In June 1864, Father Jean-Joseph Lataste preached a four-day retreat to the women prisoners at the jail in his hometown of Cadillac-sur-Garonne, France. It was the first time such a thing had happened in that prison, where nearly four hundred women lived in the most degrading conditions.
Father Lataste was a Dominican who had been ordained little more than a year before. The figure of Mary Magdalene had inspired him since his novitiate. When he stood before the prisoners, he called them sisters and told them that God loved them as He loved all His other children, and that from the moment they reconciled themselves with Him, they would be innocent.

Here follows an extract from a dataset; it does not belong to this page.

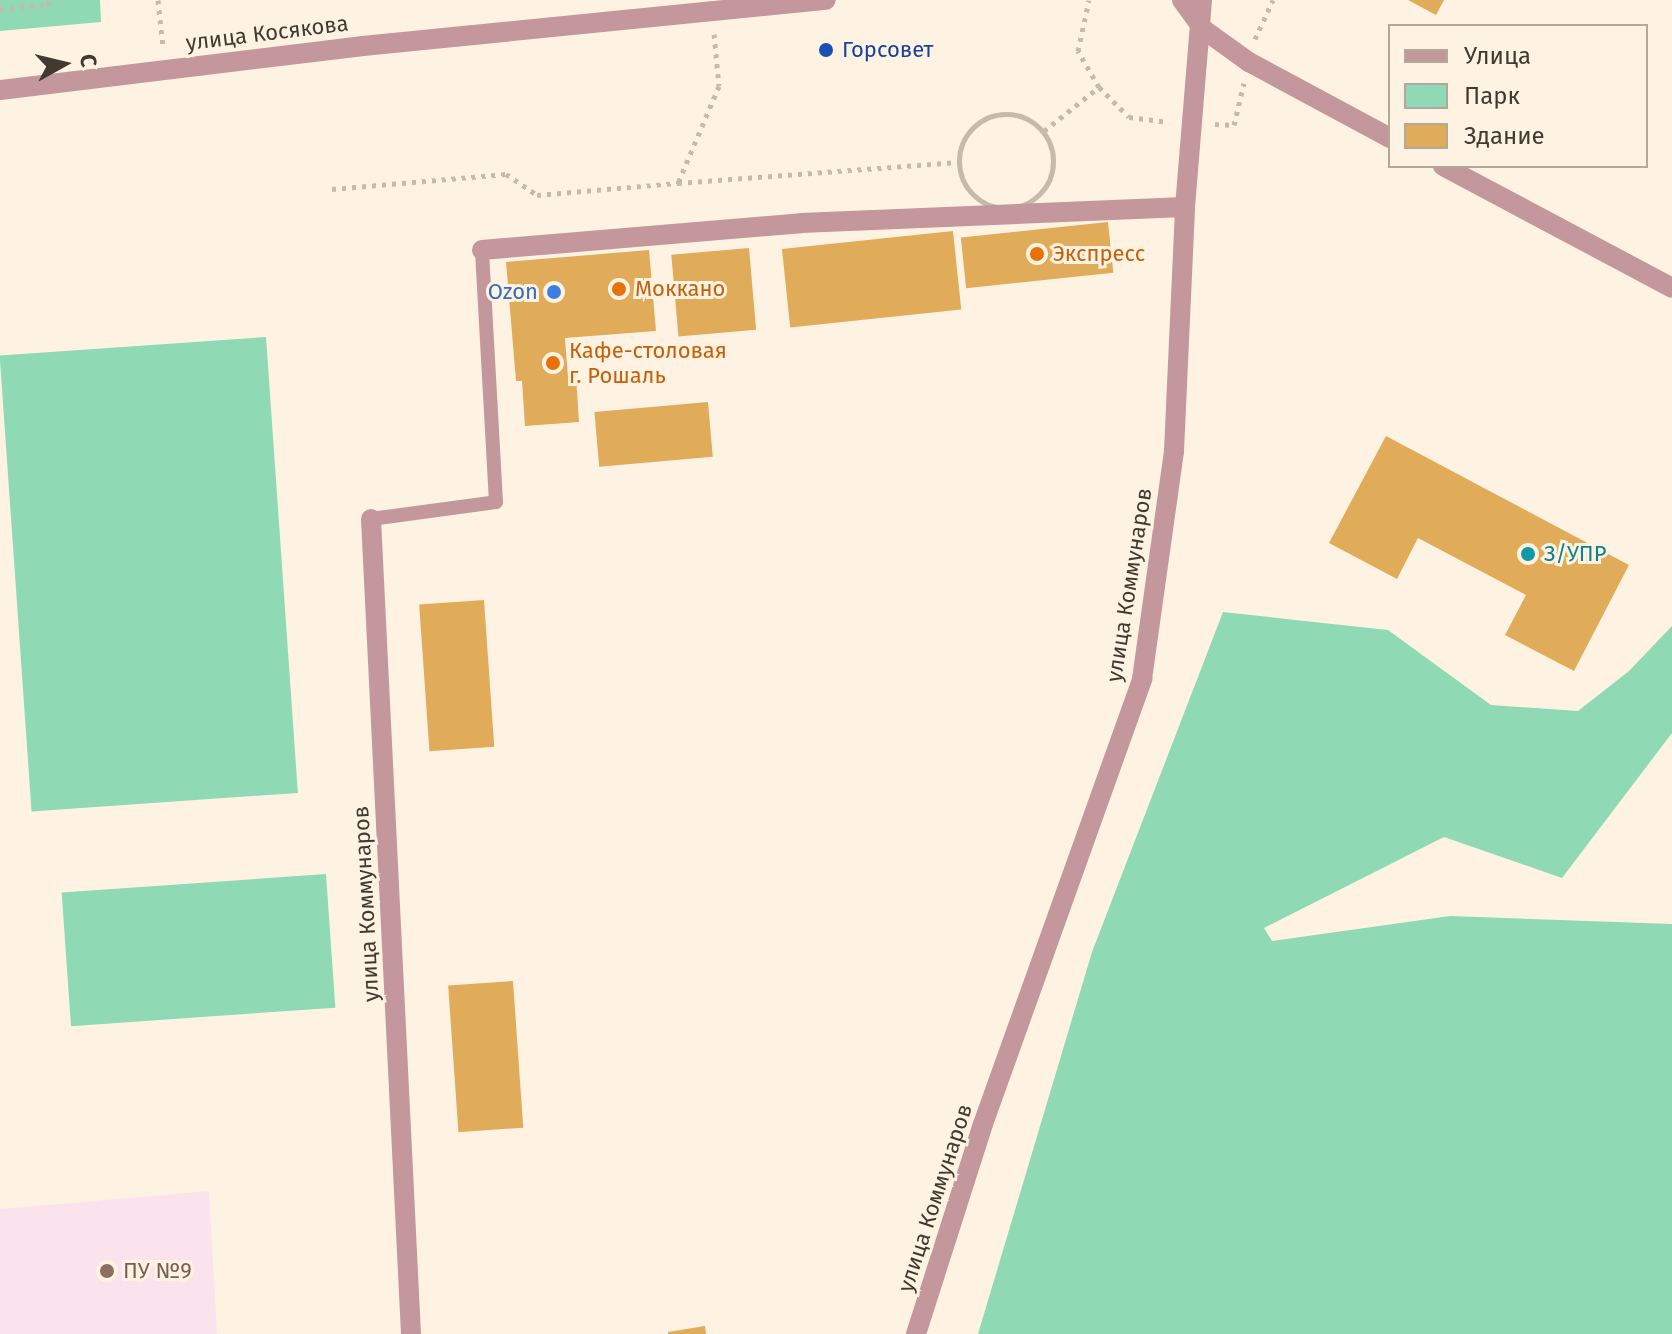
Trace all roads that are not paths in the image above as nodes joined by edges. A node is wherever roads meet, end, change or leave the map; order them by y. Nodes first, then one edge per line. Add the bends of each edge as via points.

He said: "God does not ask us what we have been, but looks at what we are." He went on to say that if instead of suffering the violence of prison, they were to *choose* it for love of the Lord—transforming the evil they had done and the evil they had endured in their lives into something good—they could be more precious than cloistered nuns. The prisoners' response was total, passionate, overflowing with joy. At the end of the retreat came a night of adoration before the Blessed Sacrament. "I could not convince them to go rest," Father Lataste wrote in a letter. "Not until well past midnight, when I sent in the second group of two hundred women, who had been waiting so eagerly for their turn. Many confessed to me the next day that they had not slept—they were too happy." From that moment on, Father Lataste had a single vision: to create communities where these women, who in those days were barred from entering any religious order, could offer their entire lives to the Lord. He envisioned a contemplative order—the Dominican sisters—and a particular community: the Dominicans of Betania. Here, sisters from ordinary backgrounds would live alongside sisters who had suffered the deepest forms of marginalization: imprisonment, addiction, prostitution, alcoholism. All would leave their past behind. It would never be spoken of again, not even known among their sisters. Only the Prioress would know if an old wound ever returned to bleed.

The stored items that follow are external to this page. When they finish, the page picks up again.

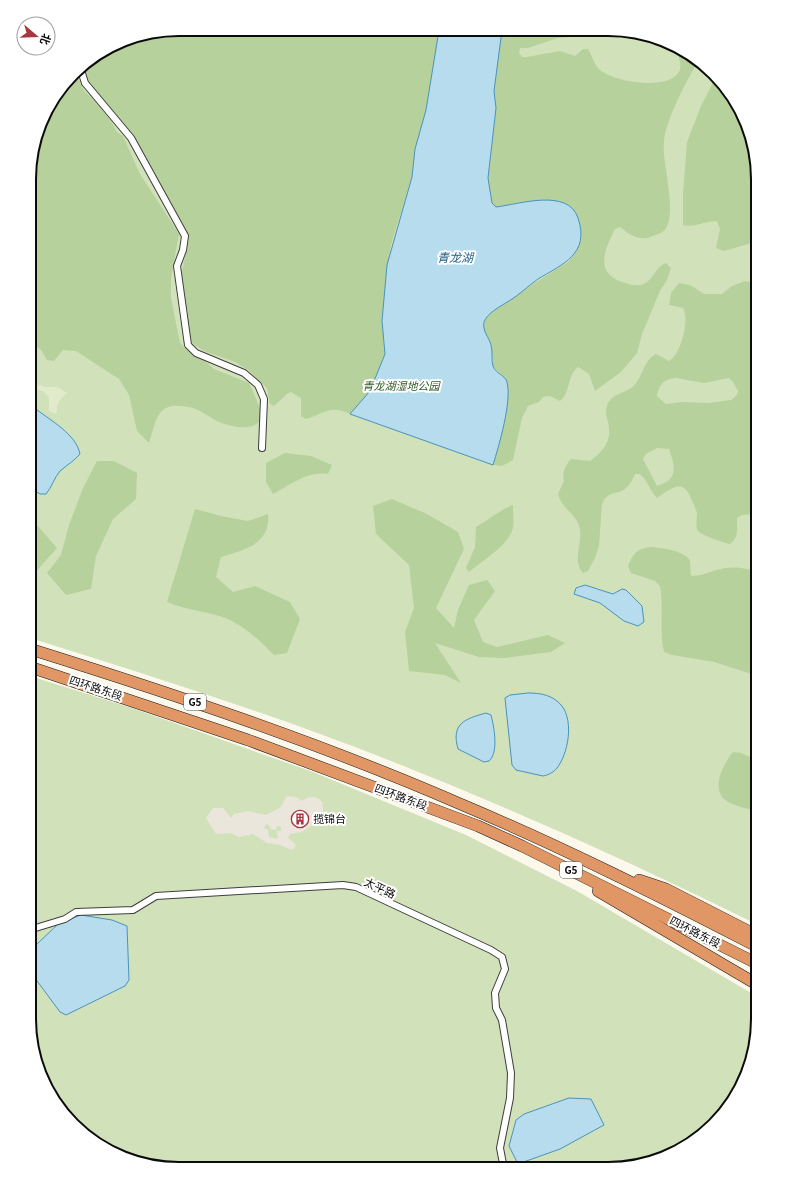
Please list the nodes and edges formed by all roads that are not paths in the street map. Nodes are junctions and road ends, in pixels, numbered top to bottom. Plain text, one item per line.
1 (82, 74) edge
2 (262, 448) dead end
3 (36, 651) edge
4 (36, 669) edge
5 (522, 846) junction
6 (577, 857) junction
7 (36, 928) edge
8 (751, 932) edge
9 (751, 944) edge
10 (751, 960) edge
11 (751, 981) edge
12 (503, 1162) edge

1 - 2 street
3 - 6 highway, 四环路东段 / G5
4 - 5 highway, 四环路东段 / G5
5 - 10 highway, 四环路东段 / G5
5 - 11 highway
6 - 8 highway
6 - 9 highway, 四环路东段 / G5
7 - 12 street, 太平路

All would dedicate themselves solely to learning to love, to placing the Gospel of the Beatitudes at the center of their lives. "You do not start from zero at Betania," they say there. "You can begin again as new." The first foundation was established in 1866, amid enormous difficulties—an audacity without precedent for those times. From those days forward, the communities have multiplied, and their spiritual search has spread far.
Today some sisters go out to visit prisons and the marginalized. When they return, they place into the hands of their sisters all the sorrows, sufferings, and injustices they have encountered, laying them all together before the Lord and sharing together in the work. A spirituality entirely new has emerged—one of action and contemplation together. It flows from those silent convents into our world as challenge, as song, as encouragement.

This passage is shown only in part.